Penyebaran keris yang meluas menunjukkan bahwa teknologi ini pernah dipertukarkan secara intensif melalui kegiatan pelayaran di masa lalu. Bukan hanya teknik pembuatannya yang dipertukarkan, logam untuk membuat keris juga merupakan komoditas pelayaran yang penting. Misalnya, besi Luwu (Sulawesi Selatan) yang dikenal sebagai bahan pamor keris diperdagangkan ke Jawa (Majapahit) sejak abad ke-14 (Ian Caldwell, 1998), dan masih terjadi hingga tahun 1930-an (Harsrinuksmo, 2004).

Menurut sejarawan Bugis, Edward L Poelinggomang, besi Luwu diekspor melalui Teluk Bone, dan menjadi komoditas penting bagi pelaut Bugis dan Jawa. "Selain pedagang Majapahit, pedagang dari Buton juga mengambil bijih besi dari Luwu dan membangun industri besi di Kepulauan Tukang Besi, sekarang dikenal dengan nama Kabupaten Wakatobi," katanya.

Tak hanya besi Luwu, beberapa wilayah lain di Nusantara juga tercatat memiliki kekayaan material bahan baku. Misalnya, Minangkabau yang disebut memiliki "Gunung Besi" dan telah ditambang selama berabad-abad sebelum datangnya era industri besi modern oleh Belanda pada abad ke-18.

Seperti disebutkan Marsden (1783), para perajin Minangkabau "sejak dari dulu sekali sudah membuat persenjataan untuk digunakan sendiri dan untuk memasok penduduk bagian utara dari pulau tersebut". Demikian halnya, Bangka dan Belitung telah mengekspor besi serta perkakas besi melalui penguasa di Palembang (Tome Pires, 1515). Sementara Kerajaan Pajajaran di Jawa Barat sebelum tahun 1500 telah menambang bijih besi yang mengandung titanium dari pegunungan Jawa barat daya (Anthony Reid 2014).

Spesifikasi besi yang bervariasi ini rupanya telah dikenali para empu, pembuat keris, sejak lama. Hal ini misalnya termaktub dalam Serat Paniti Kadgo (1929), yang pada bab pertama mendeskripsikan karakter sedikitnya 20 jenis besi bahan keris.

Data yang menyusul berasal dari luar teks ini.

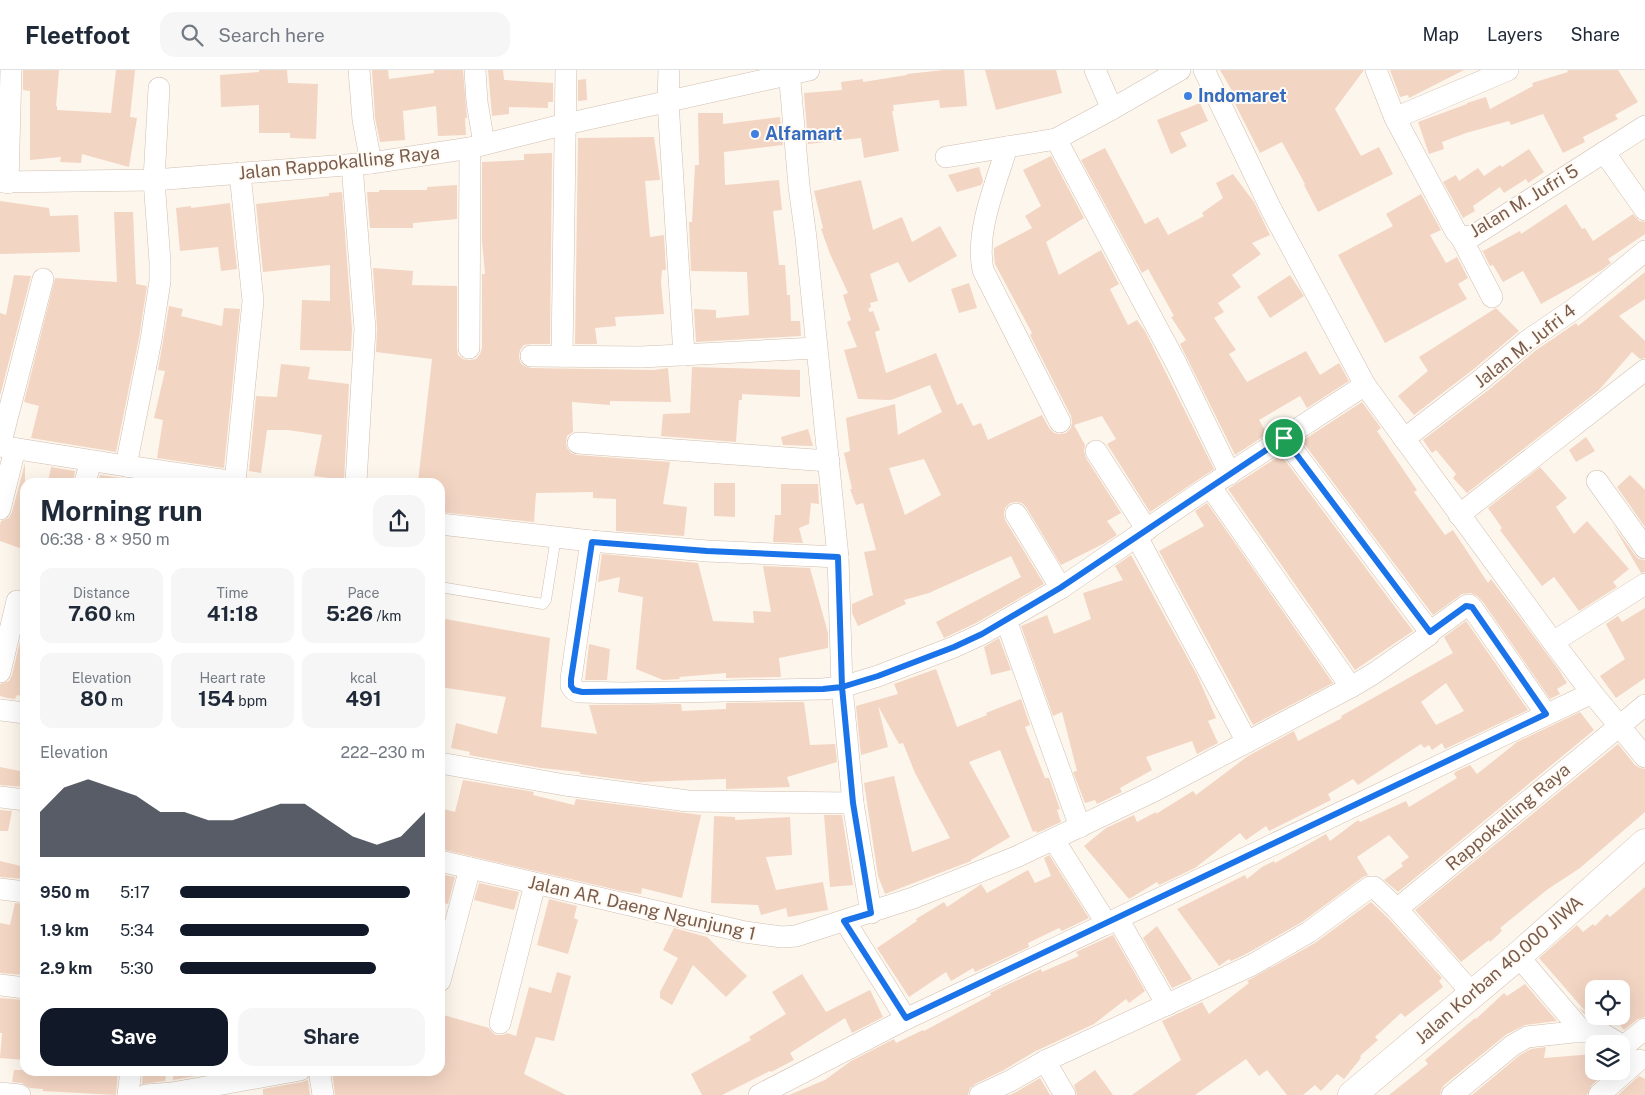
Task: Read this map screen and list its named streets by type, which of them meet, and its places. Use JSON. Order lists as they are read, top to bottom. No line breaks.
{"streets":{"street":["Jalan Rappokalling Raya","Jalan M. Jufri 5","Jalan M. Jufri 4","Rappokalling Raya","Jalan AR. Daeng Ngunjung 1","Jalan Korban 40.000 JIWA"]},"places":["Indomaret","Alfamart"],"page":{"header":"Fleetfoot","search":"Search here","nav":["Map","Layers","Share"],"heading":["Morning run","06:38 · 8 × 950 m"],"stats":[["Distance","7.60 km"],["Time","41:18"],["Pace","5:26 /km"],["Elevation","80 m"],["Heart rate","154 bpm"],["kcal","491"]],"chart":["Elevation","222–230 m"],"list":[{"name":"950 m","note":"5:17"},{"name":"1.9 km","note":"5:34"},{"name":"2.9 km","note":"5:30"}],"buttons":["Save","Share"]}}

"Deskripsi Serat ini menunjukkan penguasaan masyarakat tradisional tentang besi, yang merupakan dasar penting bagi metalurgi keris," kata Jimmy S Harianto, pemerhati dan kolektor keris. "Sayangnya, teknologi pembuatan ini jarang dipelajari lagi. Kebanyakan masyarakat sekarang melihat keris hanya dari segi bentuknya atau malah mistik. Kalaupun ada yang meneliti aspek ilmu dan teknologinya, justru orang asing."

Teknologi metalurgi

Sebagai bagian dari tosan aji (senjata pusaka), keris dianggap unik karena berhasil memadukan seni mengolah besi sehingga menghasilkan produk yang memiliki dimensi fungsional (kuat, ringan, dan tajam), namun juga memiliki tampilan menawan. Kuat tetapi ringan, dan ketajaman keris biasanya diperoleh dari lapisan besi dan baja yang ditempa melalui proses berlapis. Tampilannya yang elok diperoleh dari besi pamor, yang dicampurkan ke dalam bilah ini melalui berbagai teknik.

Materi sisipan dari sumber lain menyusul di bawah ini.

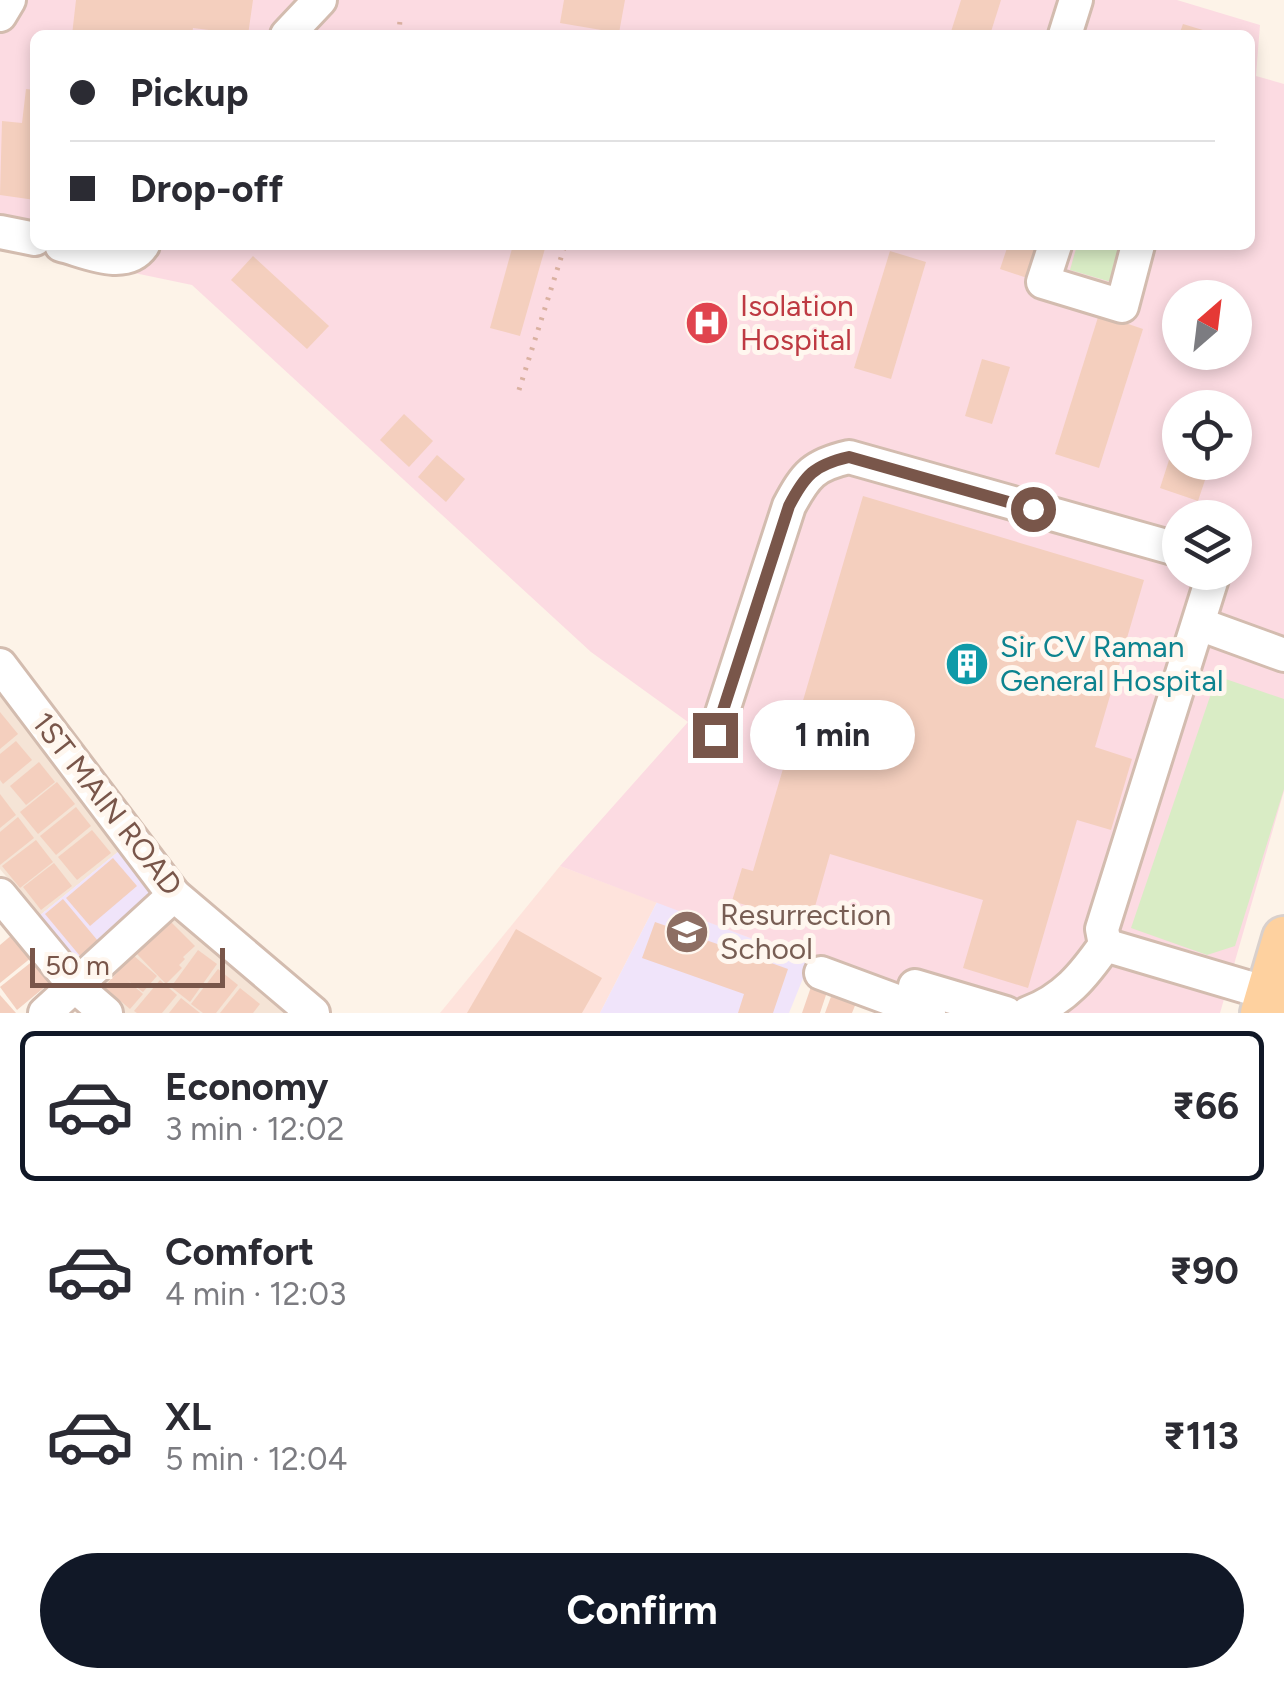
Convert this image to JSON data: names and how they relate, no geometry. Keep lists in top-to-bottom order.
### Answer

Penelitian yang dilakukan ahli fisika nuklir, Haryono Arumbinang, terhadap sejumlah keris di Jawa kuno menemukan pamor dalam senjata pusaka ini memiliki kandungan besi (Fe) dan arsenikum (As). Selain itu, unsur yang dominan dijumpai adalah titanium (Ti). Adapun nikel (Ni) juga dijumpai pada bilah walaupun frekuensinya tidak sebanyak Ti. Dalam dunia modern, titanium dan nikel dikenal sebagai logam berkualitas tinggi karena sifatnya yang kuat, ringan, dan tidak berkarat. Titanium menjadi bahan pembuat pesawat dan menjadi bahan mahal.

Menariknya, pengujian yang sama terhadap perkakas sabit (alat pertanian) kuno ternyata tidak menemukan unsur Ti, hanya Fe dan Mn, sehingga disimpulkan bahwa penggunaan unsur Ti dan Ni untuk keris merupakan kesengajaan. "Kiranya tidak berlebihan apabila dikatakan bahwa para empu di masa lalu telah mengenal dan melakukan ilmu paduan logam untuk memperbaiki mutu bahan," tulis Arumbinang (1996).

Kecanggihan metalurgi ini menghasilkan masyarakat Nusantara di masa lalu yang dikenal sebagai salah satu produsen senjata bermutu. Seperti dicatat Tome Pires (1515), hasil kerajinan besi Jawa dikenal indah, utamanya keris dan pedang, yang diekspor sampai ke India.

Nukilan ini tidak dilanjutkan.